• _WORK REQUEST_:
Write out, please, the lines from the beginning of the material to the line with "ring pip: (250, 198)", including both ends and nothing else.

• _MATERIAL FOR THIS EXERCISE_:
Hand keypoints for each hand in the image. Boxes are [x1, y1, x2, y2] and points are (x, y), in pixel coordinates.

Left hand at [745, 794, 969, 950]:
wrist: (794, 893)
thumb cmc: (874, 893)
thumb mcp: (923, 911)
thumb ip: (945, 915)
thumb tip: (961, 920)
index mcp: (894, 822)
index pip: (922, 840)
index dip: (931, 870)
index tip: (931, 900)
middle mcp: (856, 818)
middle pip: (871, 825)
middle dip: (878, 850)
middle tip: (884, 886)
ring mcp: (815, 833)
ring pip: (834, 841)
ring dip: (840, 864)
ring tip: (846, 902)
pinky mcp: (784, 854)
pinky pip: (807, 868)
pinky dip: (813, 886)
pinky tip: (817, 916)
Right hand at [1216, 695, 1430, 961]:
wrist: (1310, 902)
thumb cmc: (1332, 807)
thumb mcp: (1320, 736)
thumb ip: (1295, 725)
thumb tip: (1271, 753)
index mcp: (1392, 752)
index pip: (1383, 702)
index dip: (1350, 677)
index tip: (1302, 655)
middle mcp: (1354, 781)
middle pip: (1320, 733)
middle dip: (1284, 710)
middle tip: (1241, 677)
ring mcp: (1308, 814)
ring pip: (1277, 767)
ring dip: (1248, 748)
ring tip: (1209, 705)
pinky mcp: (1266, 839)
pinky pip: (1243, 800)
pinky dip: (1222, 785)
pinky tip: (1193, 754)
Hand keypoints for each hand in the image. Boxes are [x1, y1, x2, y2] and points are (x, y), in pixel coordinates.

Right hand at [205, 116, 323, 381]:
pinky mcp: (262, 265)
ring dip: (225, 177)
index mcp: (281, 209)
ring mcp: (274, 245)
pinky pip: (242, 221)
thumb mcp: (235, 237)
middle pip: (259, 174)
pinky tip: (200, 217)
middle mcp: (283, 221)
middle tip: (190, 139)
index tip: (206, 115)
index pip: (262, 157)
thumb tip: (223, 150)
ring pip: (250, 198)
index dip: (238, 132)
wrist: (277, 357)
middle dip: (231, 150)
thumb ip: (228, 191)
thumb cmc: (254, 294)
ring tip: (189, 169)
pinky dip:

• _ANSWER SECTION_:
Hand keypoints for each hand in the image. Boxes are [x1, y1, x2, y2] and points are (x, y), in pixel coordinates.

Left hand at [745, 794, 969, 950]:
wrist: (794, 893)
thumb cmc: (874, 893)
thumb mcp: (923, 911)
thumb ip: (945, 915)
thumb tip: (961, 920)
index mcp: (894, 822)
index pip: (922, 840)
index dip: (931, 870)
index tip: (931, 900)
middle mcp: (856, 818)
middle pip: (871, 825)
middle dip: (878, 850)
middle tip: (884, 886)
ring mcp: (815, 833)
ring pip: (834, 841)
ring dip: (840, 864)
ring tip: (846, 902)
pinky mcp: (784, 854)
pinky pip: (807, 868)
pinky dip: (813, 886)
pinky tip: (817, 916)
Right hand at [1216, 695, 1430, 961]:
wrist: (1310, 902)
thumb cmc: (1332, 807)
thumb mcp: (1320, 736)
thumb ip: (1295, 725)
thumb tip: (1271, 753)
index mcp: (1392, 752)
index pip: (1383, 702)
index dip: (1350, 677)
index tip: (1302, 655)
middle mcp: (1354, 781)
middle pip: (1320, 733)
middle dip: (1284, 710)
middle tip: (1241, 677)
ring mcp: (1308, 814)
ring pip: (1277, 767)
ring dip: (1248, 748)
ring tip: (1209, 705)
pinky mcp: (1266, 839)
pinky pip: (1243, 800)
pinky dip: (1222, 785)
pinky tip: (1193, 754)
Hand keypoints for each hand in the image. Boxes are [x1, y1, x2, y2] and points are (x, y), in pixel coordinates.

Right hand at [205, 116, 323, 381]:
pinky mcp: (262, 265)
ring dip: (225, 177)
index mcp: (281, 209)
ring mcp: (274, 245)
pinky pip: (242, 221)
thumb mcp: (235, 237)
middle pip: (259, 174)
pinky tip: (200, 217)
middle mcp: (283, 221)
middle tip: (190, 139)
index tip: (206, 115)
index pip: (262, 157)
thumb tip: (223, 150)
ring pip: (250, 198)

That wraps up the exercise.